Jakarta – Penguatan kapasitas petugas lembaga pemasyarakatan (lapas) dalam menangani narapidana terorisme harus terus ditingkatkan. Narapidana terorisme memerlukan perlakuan yang berbeda dibandingkan narapidana kejahatan lainnya. Karena itulah, Badan Nasional Penanggulangan Terorisme (BNPT) terus mendukung upaya peningkatan pengetahuan dan kemampuan petugas dalam menangani narapidana terorisme.
Demikian ditegaskan Kepala BNPT, Komjen Pol Suhardi Alius, saat memberikan pembekalan kepada pejabat dan alumni Politeknik Ilmu Pemasyarakatan Angkatan 50 terkait nasionalisme dan bahaya radikalisme di Indonesia, Jakarta (24/7/2018). Kegiatan ini bertujuan untuk memberikan pembekalan materi dan pengetahuan terhadap CPNS alumni Politeknik Ilmu Pemasyarakatan (Poltekip) tentang pentingnya peran petugas dalam upaya penanggulangan terorisme melalui program deradikalisasi di dalam lapas.
“Ke depan tantangan dan tugas-tugas mereka (calon petugas lapas) yang dihadapi di lapangan akan semakin nyata dan jelas. Itu sebabnya BNPT memberikan informasi yang mereka butuhkan agar mereka dapat berhati-hati dalam penanganan narapidana terorisme khususnya.” Ungkap Suhardi.
Lebih lanjut, Mantan Sekretaris Utama Lemhanas ini menguraikan bahwa di seluruh Indonesia terdapat 113 lapas yang ditempati oleh napi terorisme. Tersebarnya napi terorisme di berbagai lapas tersebut menimbulkan sejumlah tantangan dan risiko di antaranya pengamanan yang tidak terpusat serta kemungkinan adanya narapidana lain yang berpotensi terinfiltrasi paham radikal di dalam lapas.
“Pola pendekatan yang terkontrol dan saling bersinergi dalam pemasyarakatan sangat diperlukan. Para napi juga perlu untuk diawasi dan diberikan pendidikan serta rehabilitasi supaya ketika nantinya mereka sudah bebas, meraka tidak akan mengulangi kesalahannya lagi serta dapat kembali hidup bermasyarakat,” jelasnya.
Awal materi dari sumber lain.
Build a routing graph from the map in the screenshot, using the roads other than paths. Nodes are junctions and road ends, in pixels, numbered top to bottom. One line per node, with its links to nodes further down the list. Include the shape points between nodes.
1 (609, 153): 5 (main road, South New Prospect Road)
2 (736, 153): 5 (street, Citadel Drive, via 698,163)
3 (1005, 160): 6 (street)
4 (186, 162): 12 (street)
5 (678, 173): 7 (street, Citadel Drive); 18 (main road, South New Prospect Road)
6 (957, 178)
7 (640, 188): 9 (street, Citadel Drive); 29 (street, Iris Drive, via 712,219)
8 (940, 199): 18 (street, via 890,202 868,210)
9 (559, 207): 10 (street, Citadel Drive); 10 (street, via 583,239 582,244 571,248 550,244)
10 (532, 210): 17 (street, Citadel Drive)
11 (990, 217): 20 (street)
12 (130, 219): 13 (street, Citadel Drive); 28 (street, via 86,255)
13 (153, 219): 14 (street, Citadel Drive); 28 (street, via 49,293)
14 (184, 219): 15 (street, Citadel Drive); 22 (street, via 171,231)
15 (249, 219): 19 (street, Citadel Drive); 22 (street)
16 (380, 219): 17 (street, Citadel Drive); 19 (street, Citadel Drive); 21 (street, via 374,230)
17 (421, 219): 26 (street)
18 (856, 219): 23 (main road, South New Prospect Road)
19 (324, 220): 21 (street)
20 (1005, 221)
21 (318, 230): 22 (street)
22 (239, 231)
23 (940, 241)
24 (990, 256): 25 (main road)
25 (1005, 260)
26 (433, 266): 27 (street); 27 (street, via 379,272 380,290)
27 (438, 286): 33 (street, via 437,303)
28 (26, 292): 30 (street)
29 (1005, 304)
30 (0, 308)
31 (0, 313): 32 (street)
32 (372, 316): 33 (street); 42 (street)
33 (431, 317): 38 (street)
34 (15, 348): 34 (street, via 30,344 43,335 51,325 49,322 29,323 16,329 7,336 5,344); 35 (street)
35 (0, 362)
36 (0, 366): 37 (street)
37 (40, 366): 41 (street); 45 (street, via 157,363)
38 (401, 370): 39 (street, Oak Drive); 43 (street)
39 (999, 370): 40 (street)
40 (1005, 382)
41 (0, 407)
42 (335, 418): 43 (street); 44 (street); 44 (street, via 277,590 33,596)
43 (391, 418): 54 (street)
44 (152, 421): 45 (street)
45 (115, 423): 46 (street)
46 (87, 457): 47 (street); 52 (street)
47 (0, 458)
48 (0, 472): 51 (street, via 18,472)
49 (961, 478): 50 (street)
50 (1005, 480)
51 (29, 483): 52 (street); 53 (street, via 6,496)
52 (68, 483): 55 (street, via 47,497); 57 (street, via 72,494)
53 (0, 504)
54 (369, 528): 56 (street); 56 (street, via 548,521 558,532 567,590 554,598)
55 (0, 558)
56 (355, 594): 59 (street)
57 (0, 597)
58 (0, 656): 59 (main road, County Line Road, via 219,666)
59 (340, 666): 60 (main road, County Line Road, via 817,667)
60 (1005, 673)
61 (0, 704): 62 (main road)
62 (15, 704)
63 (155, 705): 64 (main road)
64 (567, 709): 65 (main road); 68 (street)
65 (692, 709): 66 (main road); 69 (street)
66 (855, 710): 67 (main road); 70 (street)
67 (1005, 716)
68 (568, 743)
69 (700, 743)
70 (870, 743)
Salah satu cara BNPT menangani kasus napi teroris dengan cara melibatkan sejumlah pihak dalam melaksanakan program deradikalisasi. Beberapa waktu yang lalu (13/5/2018) BNPT dengan Kementerian Hukum dan HAM (Kemenkumham) telah melakukan penandatangan Nota Kesepahaman (MoU) yang meliputi pertukaran data dan informasi, penanganan terhadap warga binaan pemasyarakatan, peningkatan kapasitas para petugas, dan kegiatan lainnya di bidang penanggulangan terorisme.
Penanganan narapidana terorisme ini menurut Suhardi memerlukan sinergi tidak hanya dengan lintas kementerian tetapi juga dengan masyarakat. Karena itulah, BNPT telah melibatkan semua pihak dalam menangani narapidana terorisme.
“BNPT telah melibatkan para psikolog dari sejumlah kampus, serta Ormas Islam seperti Muhammadiyah dan Nahdlatul Ulama (NU). BNPT juga membuatkan cluster bagi para napi teroris, dari tingkatan yang paling berat sampai dengan yang paling ringan. Sehingga treatment kita jelas. Jangan sampai nanti kita berikan ulama yang ada di bawahnya. Bisa berbalik,” ucapnya.
Karena itulah, petugas Lapas menjadi garda depan dalam kesuksesan penanganan narapidana terorisme karena selalu bersentuhan langsung. Ia berharap peningkatan pengetahuan dan kapasitas petugas lapas ini terus ditingkatkan sebagai modal dasar mereka dalam melakukan treatment dan pendekatan secara berhati-hati dalam menangani narapidana terorisme.
“BNPT berharap para pejabat dan calon CPNS di Kementrian Hukum dan Ham memiliki kapasitas pemahaman yang utuh terkait penangan terroris dan harus menjalani pembinanan sesuai dengan SOP yang berlaku dan yang terpenting jangan terpapar,” pungkas Hardi.